The fantastic Icelandic film Woman at War is over at Filmink and below. . .
A joyous and warm-hearted comedy drama taking on essential contemporary issues such as ecological activism, modern motherhood and community identities, Woman at War is a captivating examination of a bruised world in need of repair. Somehow managing to find optimism and positivity in a script focusing on climate change and societal chaos, the film has a fairy tale like quality about it; an effect only enhanced by a Nordic absurdity and surreal camera play.
Halla (Halldóra Geirharðsdóttir), a woman in her forties, has declared war on the aluminium industry at work near her home town. An eco-warrior hell-bent on shutting down power supplies, she employs military style tactics and a steely determination. Putting everything at risk to curtail the damage being done to her Icelandic homeland and the world at large, she wages a one woman war to put a stop to the unrestricted threat of big business and manufacturing.
Halla’s endeavours lead to her fellow townsfolk wondering just who is behind the shocking power outages. Known only by her alias of ‘The Woman of the Mountain’, she goes from stealthy saboteur moves by night, to teaching local choir classes by day. Her cover is complete, and no one suspects a thing.
Aided by remote farmer Sveinbjörn (Jóhann Sigurðarson) – who may or may not be her cousin – she takes to the remote country, watching out for drones, helicopters and all the powers of the state as they focus their attention on what they believe to be an overseas terrorist threat.
But just as she is about to launch her biggest operation yet, a surprise letter arrives informing her that her four-year-old application to adopt an impoverished child has been successful.
Effectively forcing her to choose between her fight against unfettered capitalism and a lost little girl in need, Halla must show all of her courage to conquer a crisis on all fronts. She also needs to win the trust of her twin sister Asa, a yoga instructor (also played by Geirharðsdóttir) with her sights set on a meditative retreat in India.
Featuring a superb lead performance from Geirharðsdóttir, Woman at War is a startlingly original piece, mixing up Icelandic humour and weirdness with grave dilemmas currently being faced all over the world.

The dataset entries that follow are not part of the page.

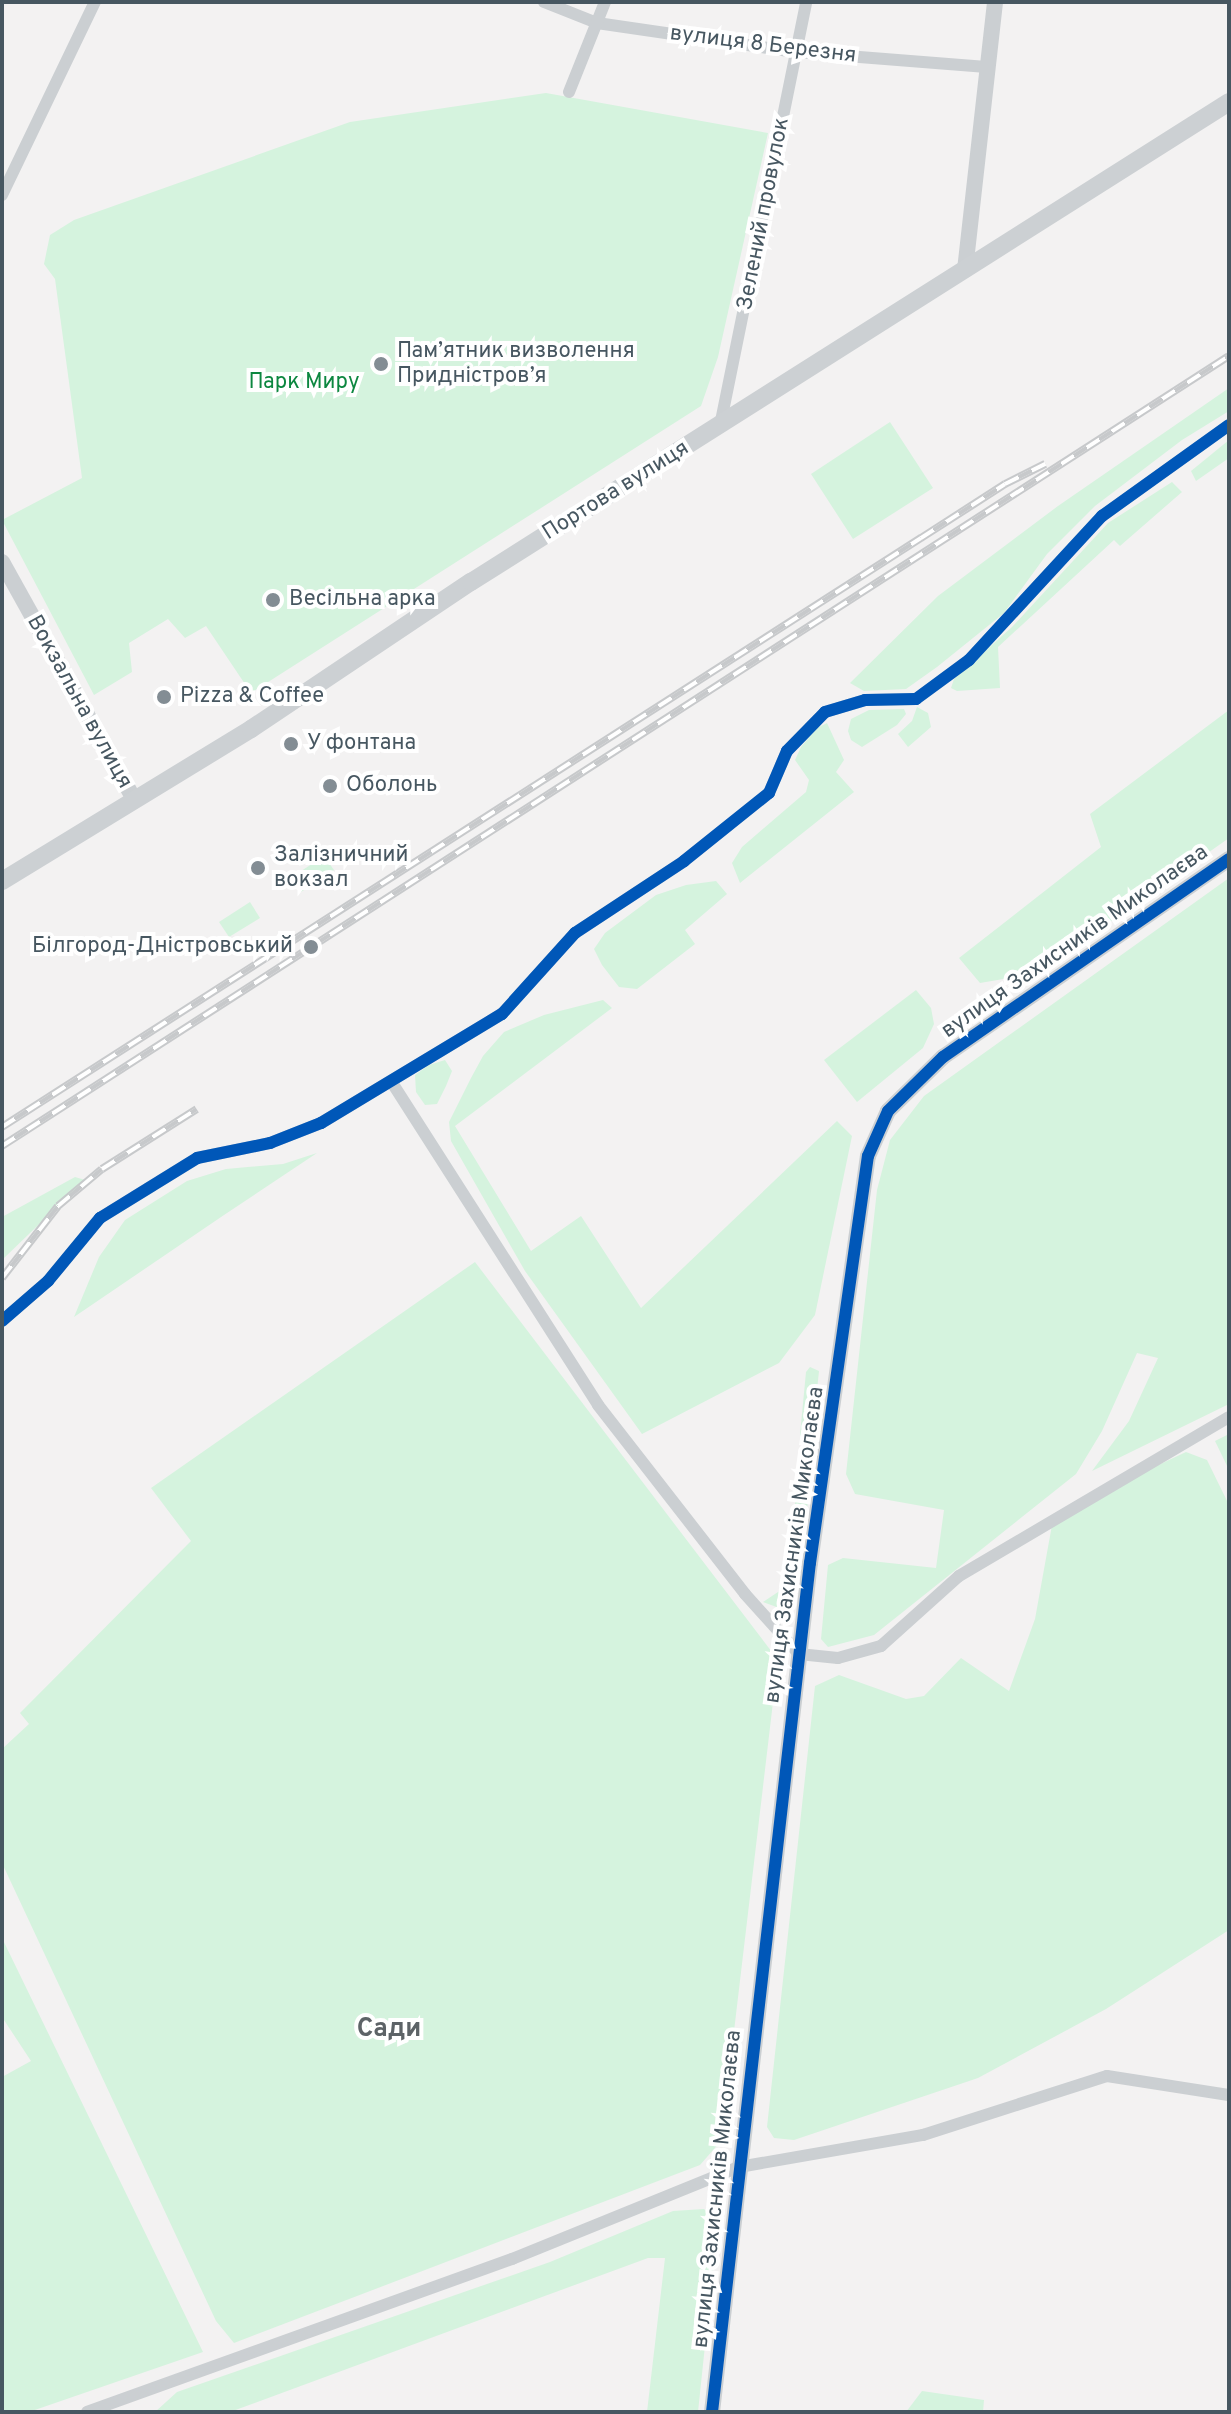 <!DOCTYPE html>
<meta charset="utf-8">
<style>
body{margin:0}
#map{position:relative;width:1231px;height:2414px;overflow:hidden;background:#f3f2f2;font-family:Overpass,sans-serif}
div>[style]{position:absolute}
.green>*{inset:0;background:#d5f3de}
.minor>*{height:12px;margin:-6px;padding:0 6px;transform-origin:6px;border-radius:6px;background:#cbcfd2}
.tertiary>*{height:16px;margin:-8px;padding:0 8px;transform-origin:8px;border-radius:8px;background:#cbcfd2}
.secondary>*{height:18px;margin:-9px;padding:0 9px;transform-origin:9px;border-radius:9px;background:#ccd0d3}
.rail>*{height:8px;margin-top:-4px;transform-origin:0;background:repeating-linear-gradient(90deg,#fff 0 15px,#c7c9cb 0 30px);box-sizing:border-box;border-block:2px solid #c7c9cb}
.cycleway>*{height:12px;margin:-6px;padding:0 6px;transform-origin:6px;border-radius:6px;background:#0057b8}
.dots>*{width:22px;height:22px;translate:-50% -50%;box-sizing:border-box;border:4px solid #fff;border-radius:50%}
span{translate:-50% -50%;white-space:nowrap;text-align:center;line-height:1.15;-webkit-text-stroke:8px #fff;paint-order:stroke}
.street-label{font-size:22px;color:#475761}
.poi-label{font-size:22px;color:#475761}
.left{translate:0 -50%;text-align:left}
.right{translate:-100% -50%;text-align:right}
.park-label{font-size:22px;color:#0d8740}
.quarter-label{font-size:26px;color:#5d6367;font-weight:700}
.frame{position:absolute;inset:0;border:4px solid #475761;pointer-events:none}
</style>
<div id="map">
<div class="green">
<i style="clip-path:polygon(546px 93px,768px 133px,718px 357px,701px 406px,251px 693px,206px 626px,185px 638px,168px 619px,129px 643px,132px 672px,94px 695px,2px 520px,82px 478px,55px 279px,44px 264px,50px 235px,74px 220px,350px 122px)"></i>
<i style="clip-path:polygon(1229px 388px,1229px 411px,1182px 440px,1095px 506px,1047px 554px,1004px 613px,937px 667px,906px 689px,864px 691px,850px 683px,938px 596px,1058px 506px)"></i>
<i style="clip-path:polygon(890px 422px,933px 488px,853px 539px,811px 474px)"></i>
<i style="clip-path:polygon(1229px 440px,1229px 458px,1196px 481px,1191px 471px)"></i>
<i style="clip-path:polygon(1172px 482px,1182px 492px,1120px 546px,1114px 540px,998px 647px,1000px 688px,957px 691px,951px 688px,954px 679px,1012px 627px,1108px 523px)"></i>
<i style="clip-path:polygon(917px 707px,928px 713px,931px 727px,908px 747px,898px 734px,912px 721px)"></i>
<i style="clip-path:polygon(904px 709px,906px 714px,897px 725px,862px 747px,851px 740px,848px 731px,851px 719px,869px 710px)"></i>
<i style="clip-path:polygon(1229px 710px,1229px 838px,1066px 953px,1015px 977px,980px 983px,959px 958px,1101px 847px,1090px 814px)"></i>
<i style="clip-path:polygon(827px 723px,844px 760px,836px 772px,854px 792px,740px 883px,732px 863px,742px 847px,806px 792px,809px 780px,795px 760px,801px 747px,817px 728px)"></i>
<i style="clip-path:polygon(324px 856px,334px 870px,301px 892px,292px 877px)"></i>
<i style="clip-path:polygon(1229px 878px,1229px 1404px,1092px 1471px,1129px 1421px,1158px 1358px,1137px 1353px,1102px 1431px,1076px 1474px,874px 1635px,828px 1647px,821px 1639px,828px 1565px,843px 1558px,936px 1568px,944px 1510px,855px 1494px,846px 1474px,877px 1190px,890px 1140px,924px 1096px)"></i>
<i style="clip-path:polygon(716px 881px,727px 894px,685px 930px,695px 944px,637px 989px,619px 987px,602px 965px,594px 949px,605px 933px,656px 895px,686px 885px)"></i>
<i style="clip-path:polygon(250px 902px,260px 918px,229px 937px,219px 922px)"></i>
<i style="clip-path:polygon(916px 990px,931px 1008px,934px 1024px,923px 1048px,857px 1102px,824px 1060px)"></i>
<i style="clip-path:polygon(603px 1000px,612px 1008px,455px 1126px,531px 1251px,581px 1216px,641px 1308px,837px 1121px,852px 1136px,815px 1315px,779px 1363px,642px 1434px,525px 1271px,451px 1141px,449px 1122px,471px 1078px,483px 1056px,504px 1032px,544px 1015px)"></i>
<i style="clip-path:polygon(445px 1060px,452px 1071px,446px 1086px,437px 1104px,425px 1105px,416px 1092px,415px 1075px,429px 1065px)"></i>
<i style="clip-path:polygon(317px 1153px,224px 1215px,74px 1317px,99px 1257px,125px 1220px,187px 1181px,226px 1169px,283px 1164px)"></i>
<i style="clip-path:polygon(75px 1177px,85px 1180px,2px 1260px,2px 1217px)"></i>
<i style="clip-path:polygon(475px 1262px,778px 1660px,721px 2141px,700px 2165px,234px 2343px,216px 2321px,2px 1863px,2px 1749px,29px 1724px,20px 1713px,191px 1541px,151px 1488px)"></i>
<i style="clip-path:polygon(810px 1367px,819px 1371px,812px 1438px,806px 1441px,800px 1435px,806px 1372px)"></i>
<i style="clip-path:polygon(1229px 1434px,1229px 1470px,1215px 1441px)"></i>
<i style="clip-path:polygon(1186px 1452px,1207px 1460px,1229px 1505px,1229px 1930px,1106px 2009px,978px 2078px,794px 2140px,774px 2138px,767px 2127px,815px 1686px,839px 1675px,906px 1699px,924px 1696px,961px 1658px,1009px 1691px,1035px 1619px,1054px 1514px)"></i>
<i style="clip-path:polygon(803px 1483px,809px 1488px,803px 1553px,792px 1558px,789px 1553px,797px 1488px)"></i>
<i style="clip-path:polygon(793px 1582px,790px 1612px,763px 1602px)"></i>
<i style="clip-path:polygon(2px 1938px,203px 2352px,29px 2412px,2px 2412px,2px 2077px,31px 2061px,2px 2017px)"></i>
<i style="clip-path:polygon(704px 2209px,718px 2222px,698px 2412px,647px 2412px,665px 2258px,648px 2258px,230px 2412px,155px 2412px,177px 2392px,550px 2262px,673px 2211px)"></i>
<i style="clip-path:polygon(922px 2391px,984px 2400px,983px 2412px,906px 2412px)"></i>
</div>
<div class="minor">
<i style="left:544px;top:2px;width:57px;rotate:21.6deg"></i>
<i style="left:597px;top:23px;width:201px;rotate:8.3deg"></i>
<i style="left:796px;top:52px;width:191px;rotate:4.5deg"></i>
<i style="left:569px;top:92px;width:97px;rotate:-68.2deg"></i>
<i style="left:2px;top:195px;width:214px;rotate:-64.3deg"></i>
<i style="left:720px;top:426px;width:433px;rotate:-78.5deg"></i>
<i style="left:391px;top:1081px;width:384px;rotate:57.4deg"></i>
<i style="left:598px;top:1405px;width:239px;rotate:52.1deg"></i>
<i style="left:745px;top:1594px;width:81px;rotate:48deg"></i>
<i style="left:799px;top:1654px;width:39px;rotate:6deg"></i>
<i style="left:838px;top:1658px;width:45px;rotate:-15.6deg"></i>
<i style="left:881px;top:1646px;width:105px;rotate:-41.9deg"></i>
<i style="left:959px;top:1576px;width:313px;rotate:-30.5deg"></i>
<i style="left:2px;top:1321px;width:61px;rotate:-41deg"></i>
<i style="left:48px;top:1281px;width:82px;rotate:-50.5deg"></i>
<i style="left:100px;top:1218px;width:114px;rotate:-31.7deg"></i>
<i style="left:197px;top:1158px;width:75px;rotate:-11.6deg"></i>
<i style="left:270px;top:1143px;width:55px;rotate:-21.4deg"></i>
<i style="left:321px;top:1123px;width:211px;rotate:-31.1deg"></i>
<i style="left:502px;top:1014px;width:109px;rotate:-48deg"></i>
<i style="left:575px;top:933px;width:131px;rotate:-33.4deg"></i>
<i style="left:684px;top:861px;width:109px;rotate:-38.7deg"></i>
<i style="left:769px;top:793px;width:46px;rotate:-66.8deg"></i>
<i style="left:787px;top:751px;width:54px;rotate:-45.7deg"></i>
<i style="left:825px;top:712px;width:42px;rotate:-16.7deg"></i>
<i style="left:865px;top:700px;width:51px;rotate:-1.1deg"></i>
<i style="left:916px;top:699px;width:66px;rotate:-36.3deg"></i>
<i style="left:969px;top:660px;width:196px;rotate:-47.3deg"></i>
<i style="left:1102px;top:516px;width:156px;rotate:-35.6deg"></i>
<i style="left:87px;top:2412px;width:452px;rotate:-19.8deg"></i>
<i style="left:512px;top:2259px;width:245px;rotate:-22.1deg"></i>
<i style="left:739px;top:2167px;width:187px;rotate:-9.9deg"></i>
<i style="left:923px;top:2135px;width:193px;rotate:-17.8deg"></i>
<i style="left:1107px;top:2076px;width:123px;rotate:8.9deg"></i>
</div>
<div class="tertiary">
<i style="left:965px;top:270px;width:270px;rotate:-83.6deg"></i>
<i style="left:2px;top:562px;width:271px;rotate:60.9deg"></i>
<i style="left:712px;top:2412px;width:855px;rotate:-83.42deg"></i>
<i style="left:810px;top:1563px;width:411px;rotate:-81.9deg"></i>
<i style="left:868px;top:1156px;width:49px;rotate:-66deg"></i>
<i style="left:888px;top:1111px;width:77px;rotate:-44.5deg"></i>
<i style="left:943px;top:1057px;width:348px;rotate:-34.7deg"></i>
</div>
<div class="secondary">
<i style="left:2px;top:881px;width:292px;rotate:-31.4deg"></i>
<i style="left:251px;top:729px;width:265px;rotate:-33.8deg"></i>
<i style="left:471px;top:582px;width:897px;rotate:-32.34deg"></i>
</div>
<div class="rail">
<i style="left:2px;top:1127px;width:1092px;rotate:-32.66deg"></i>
<i style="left:921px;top:538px;width:100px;rotate:-32.7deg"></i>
<i style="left:1005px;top:484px;width:45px;rotate:-26.6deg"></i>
<i style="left:2px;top:1146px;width:1459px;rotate:-32.78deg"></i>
<i style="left:2px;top:1278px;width:91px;rotate:-52.1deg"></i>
<i style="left:58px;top:1206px;width:57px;rotate:-40.1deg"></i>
<i style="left:102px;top:1169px;width:112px;rotate:-32.3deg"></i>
</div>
<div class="cycleway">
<i style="left:2px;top:1321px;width:61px;rotate:-41deg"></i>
<i style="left:48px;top:1281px;width:82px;rotate:-50.5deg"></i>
<i style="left:100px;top:1218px;width:114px;rotate:-31.7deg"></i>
<i style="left:197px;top:1158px;width:75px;rotate:-11.6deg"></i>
<i style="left:270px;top:1143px;width:55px;rotate:-21.4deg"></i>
<i style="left:321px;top:1123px;width:211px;rotate:-31.1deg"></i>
<i style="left:502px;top:1014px;width:109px;rotate:-48deg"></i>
<i style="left:575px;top:933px;width:131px;rotate:-33.4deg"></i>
<i style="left:684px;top:861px;width:109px;rotate:-38.7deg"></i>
<i style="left:769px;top:793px;width:46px;rotate:-66.8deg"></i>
<i style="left:787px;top:751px;width:54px;rotate:-45.7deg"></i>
<i style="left:825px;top:712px;width:42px;rotate:-16.7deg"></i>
<i style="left:865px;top:700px;width:51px;rotate:-1.1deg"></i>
<i style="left:916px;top:699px;width:66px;rotate:-36.3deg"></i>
<i style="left:969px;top:660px;width:196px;rotate:-47.3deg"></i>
<i style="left:1102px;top:516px;width:156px;rotate:-35.6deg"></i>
<i style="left:712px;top:2412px;width:855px;rotate:-83.42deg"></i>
<i style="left:810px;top:1563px;width:411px;rotate:-81.9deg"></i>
<i style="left:868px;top:1156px;width:49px;rotate:-66deg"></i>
<i style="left:888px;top:1111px;width:77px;rotate:-44.5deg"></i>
<i style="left:943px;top:1057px;width:348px;rotate:-34.7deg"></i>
</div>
<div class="dots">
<i style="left:381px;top:364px;background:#838d94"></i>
<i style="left:273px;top:600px;background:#838d94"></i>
<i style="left:164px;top:697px;background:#838d94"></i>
<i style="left:291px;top:744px;background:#838d94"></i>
<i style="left:330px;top:786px;background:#838d94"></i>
<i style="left:258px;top:868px;background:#838d94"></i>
<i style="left:311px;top:947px;background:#838d94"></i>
</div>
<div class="street-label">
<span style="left:763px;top:45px;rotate:7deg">вулиця 8 Березня</span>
<span style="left:764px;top:214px;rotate:-79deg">Зелений провулок</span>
<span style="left:616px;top:491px;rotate:-32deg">Портова вулиця</span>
<span style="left:79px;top:702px;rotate:61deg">Вокзальна вулиця</span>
<span style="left:1075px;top:942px;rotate:-35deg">вулиця Захисників Миколаєва</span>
<span style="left:795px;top:1545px;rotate:-82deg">вулиця Захисників Миколаєва</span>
<span style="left:718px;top:2189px;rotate:-84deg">вулиця Захисників Миколаєва</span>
</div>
<div class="poi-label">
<span class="left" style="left:397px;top:364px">Пам’ятник визволення<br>Придністров’я</span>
<span class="left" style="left:289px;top:600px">Весільна арка</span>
<span class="left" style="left:180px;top:697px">Pizza &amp; Coffee</span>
<span class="left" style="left:307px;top:744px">У фонтана</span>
<span class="left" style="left:346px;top:786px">Оболонь</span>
<span class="left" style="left:274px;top:868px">Залізничний<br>вокзал</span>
<span class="right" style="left:293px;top:947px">Білгород-Дністровський</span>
</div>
<div class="park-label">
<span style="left:304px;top:383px">Парк Миру</span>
</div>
<div class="quarter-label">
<span style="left:389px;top:2030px">Сади</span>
</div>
<div class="frame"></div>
</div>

Erlingsson creates an attractive picture cinematically, showcasing the striking sights of Iceland’s countryside in a fashion that certainly won’t do their tourism industry any harm. He also decides on using a whimsical take for the film’s score by bringing the brass band and trio of traditional singers onto the screen, occasionally sharing a knowing glance or nod with Halla as she goes about her own personal business of saving the world. A strange and beautiful film, this is an Icelandic delight to savour.